What you will do:
Will you output the entries below exactly, skipping every image they contain?

[Stored items]
--- --- ---
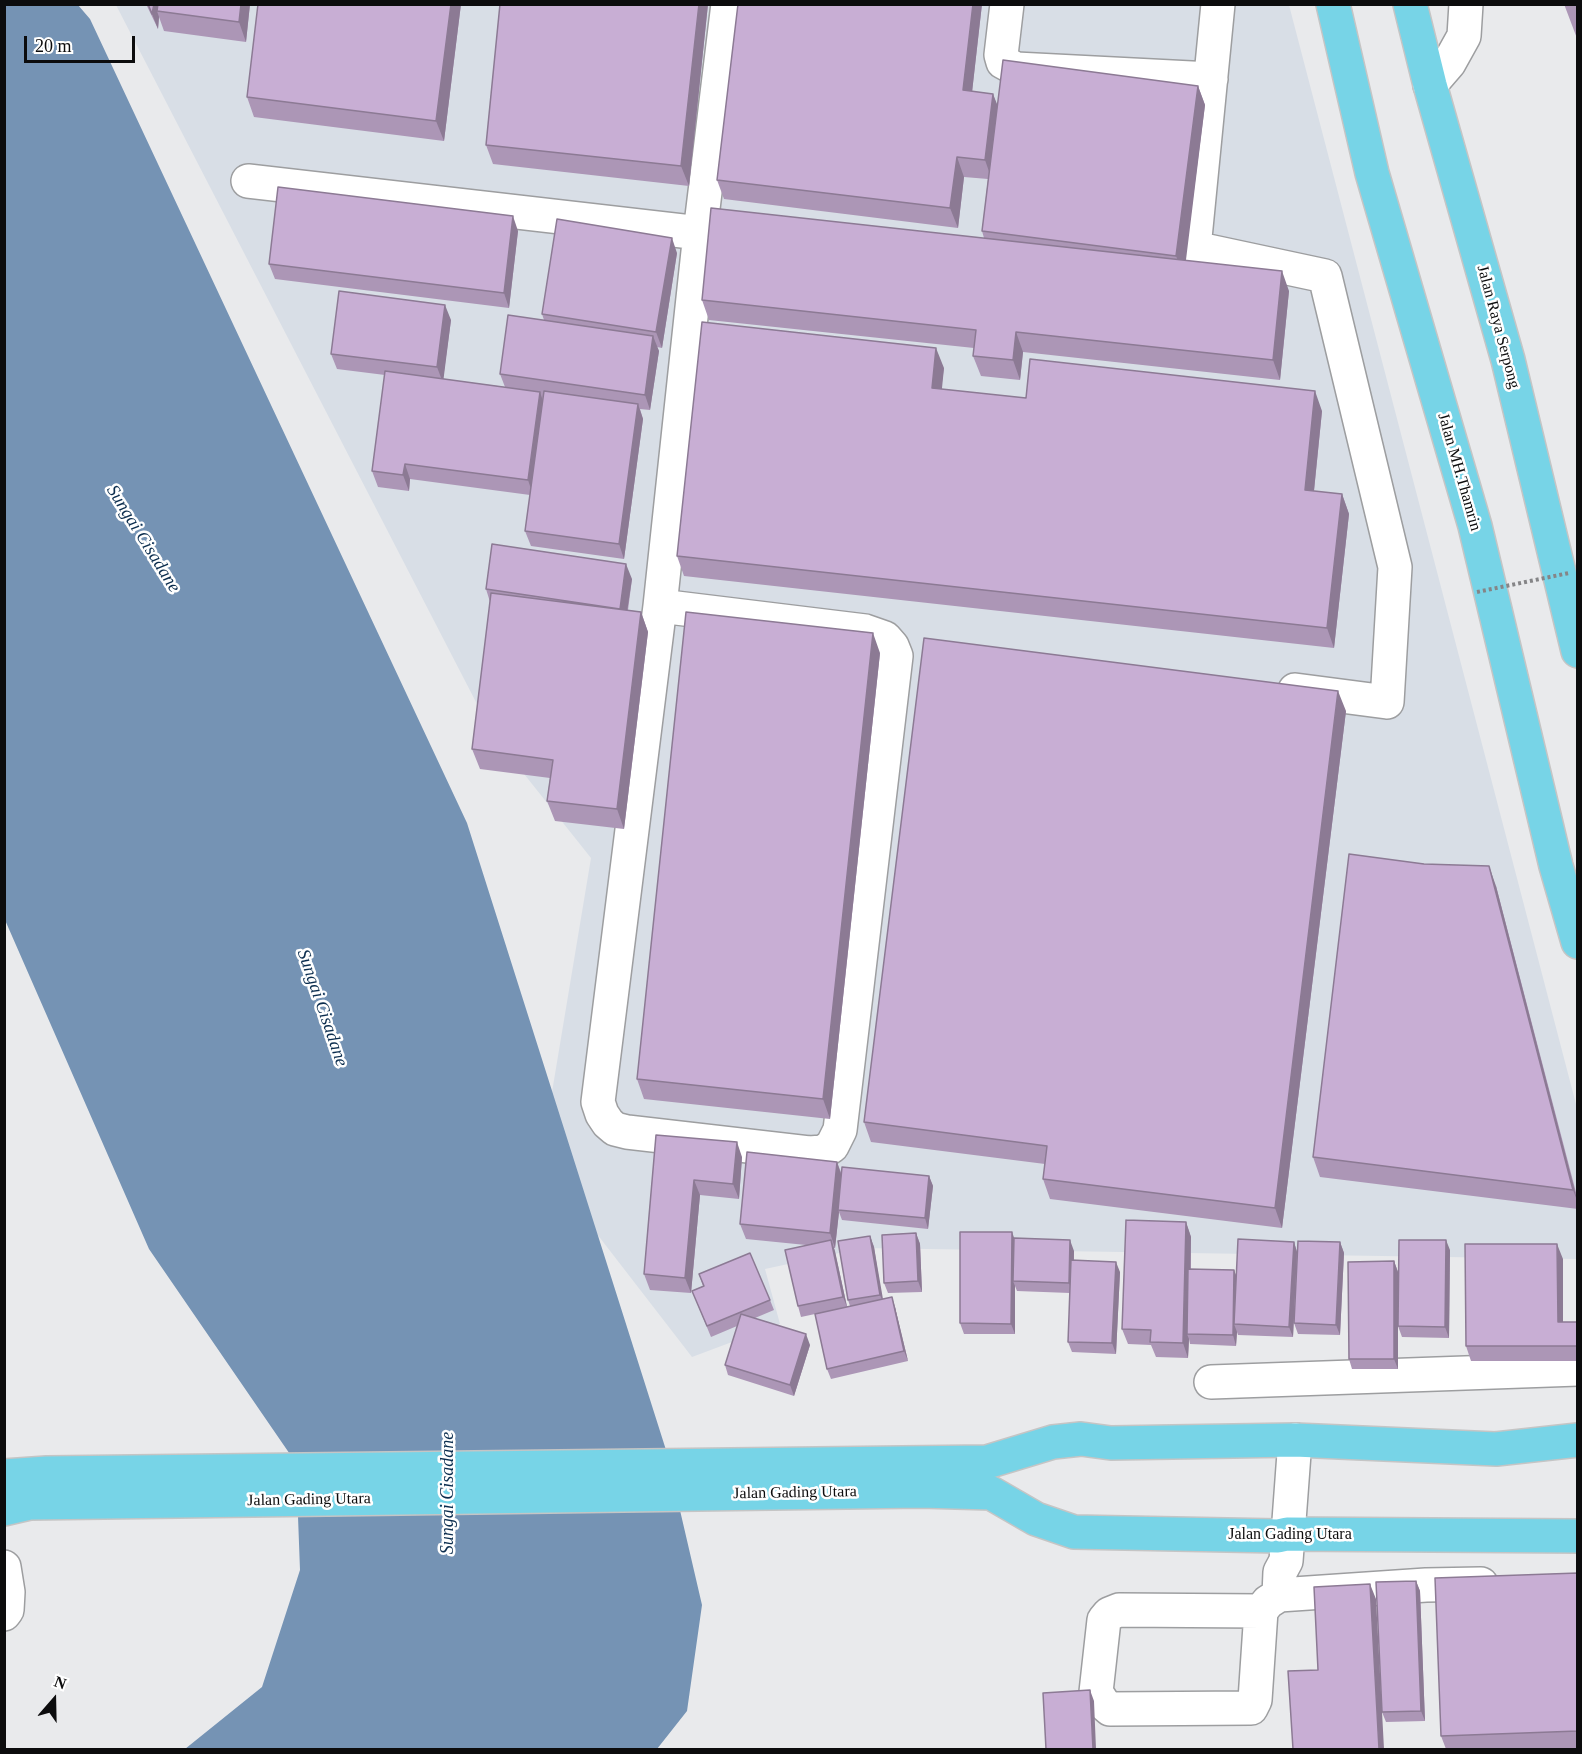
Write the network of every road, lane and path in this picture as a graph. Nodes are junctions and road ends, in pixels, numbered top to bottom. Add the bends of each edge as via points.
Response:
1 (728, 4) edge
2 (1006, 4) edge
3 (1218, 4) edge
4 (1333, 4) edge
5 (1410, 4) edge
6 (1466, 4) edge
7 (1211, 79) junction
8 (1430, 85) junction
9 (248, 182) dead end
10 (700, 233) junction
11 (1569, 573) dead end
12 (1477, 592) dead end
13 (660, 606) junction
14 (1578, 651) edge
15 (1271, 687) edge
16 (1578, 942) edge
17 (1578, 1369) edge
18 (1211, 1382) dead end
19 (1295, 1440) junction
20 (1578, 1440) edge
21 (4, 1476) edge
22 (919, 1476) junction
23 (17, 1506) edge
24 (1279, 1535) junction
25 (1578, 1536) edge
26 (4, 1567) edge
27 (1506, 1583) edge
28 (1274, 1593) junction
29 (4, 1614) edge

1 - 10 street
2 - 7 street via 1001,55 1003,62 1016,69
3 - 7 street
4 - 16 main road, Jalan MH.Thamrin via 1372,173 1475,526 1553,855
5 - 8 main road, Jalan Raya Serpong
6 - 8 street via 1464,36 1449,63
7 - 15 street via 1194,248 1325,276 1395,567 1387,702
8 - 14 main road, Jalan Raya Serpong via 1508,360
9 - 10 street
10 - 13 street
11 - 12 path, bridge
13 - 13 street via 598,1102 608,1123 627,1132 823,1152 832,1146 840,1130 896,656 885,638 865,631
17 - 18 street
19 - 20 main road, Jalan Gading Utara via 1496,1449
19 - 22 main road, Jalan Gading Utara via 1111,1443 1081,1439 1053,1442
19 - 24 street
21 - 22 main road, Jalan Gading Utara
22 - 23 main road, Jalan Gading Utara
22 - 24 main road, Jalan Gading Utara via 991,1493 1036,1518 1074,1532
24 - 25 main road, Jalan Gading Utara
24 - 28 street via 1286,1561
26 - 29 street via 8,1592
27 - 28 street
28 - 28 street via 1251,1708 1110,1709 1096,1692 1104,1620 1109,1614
--- --- ---
Solution to the problem:
Write the network of every road, lane and path in this picture as a graph. Nodes are junctions and road ends, in pixels, numbered top to bottom. Add the bends of each edge as via points.
Response:
1 (728, 4) edge
2 (1006, 4) edge
3 (1218, 4) edge
4 (1333, 4) edge
5 (1410, 4) edge
6 (1466, 4) edge
7 (1211, 79) junction
8 (1430, 85) junction
9 (248, 182) dead end
10 (700, 233) junction
11 (1569, 573) dead end
12 (1477, 592) dead end
13 (660, 606) junction
14 (1578, 651) edge
15 (1271, 687) edge
16 (1578, 942) edge
17 (1578, 1369) edge
18 (1211, 1382) dead end
19 (1295, 1440) junction
20 (1578, 1440) edge
21 (4, 1476) edge
22 (919, 1476) junction
23 (17, 1506) edge
24 (1279, 1535) junction
25 (1578, 1536) edge
26 (4, 1567) edge
27 (1506, 1583) edge
28 (1274, 1593) junction
29 (4, 1614) edge

1 - 10 street
2 - 7 street via 1001,55 1003,62 1016,69
3 - 7 street
4 - 16 main road, Jalan MH.Thamrin via 1372,173 1475,526 1553,855
5 - 8 main road, Jalan Raya Serpong
6 - 8 street via 1464,36 1449,63
7 - 15 street via 1194,248 1325,276 1395,567 1387,702
8 - 14 main road, Jalan Raya Serpong via 1508,360
9 - 10 street
10 - 13 street
11 - 12 path, bridge
13 - 13 street via 598,1102 608,1123 627,1132 823,1152 832,1146 840,1130 896,656 885,638 865,631
17 - 18 street
19 - 20 main road, Jalan Gading Utara via 1496,1449
19 - 22 main road, Jalan Gading Utara via 1111,1443 1081,1439 1053,1442
19 - 24 street
21 - 22 main road, Jalan Gading Utara
22 - 23 main road, Jalan Gading Utara
22 - 24 main road, Jalan Gading Utara via 991,1493 1036,1518 1074,1532
24 - 25 main road, Jalan Gading Utara
24 - 28 street via 1286,1561
26 - 29 street via 8,1592
27 - 28 street
28 - 28 street via 1251,1708 1110,1709 1096,1692 1104,1620 1109,1614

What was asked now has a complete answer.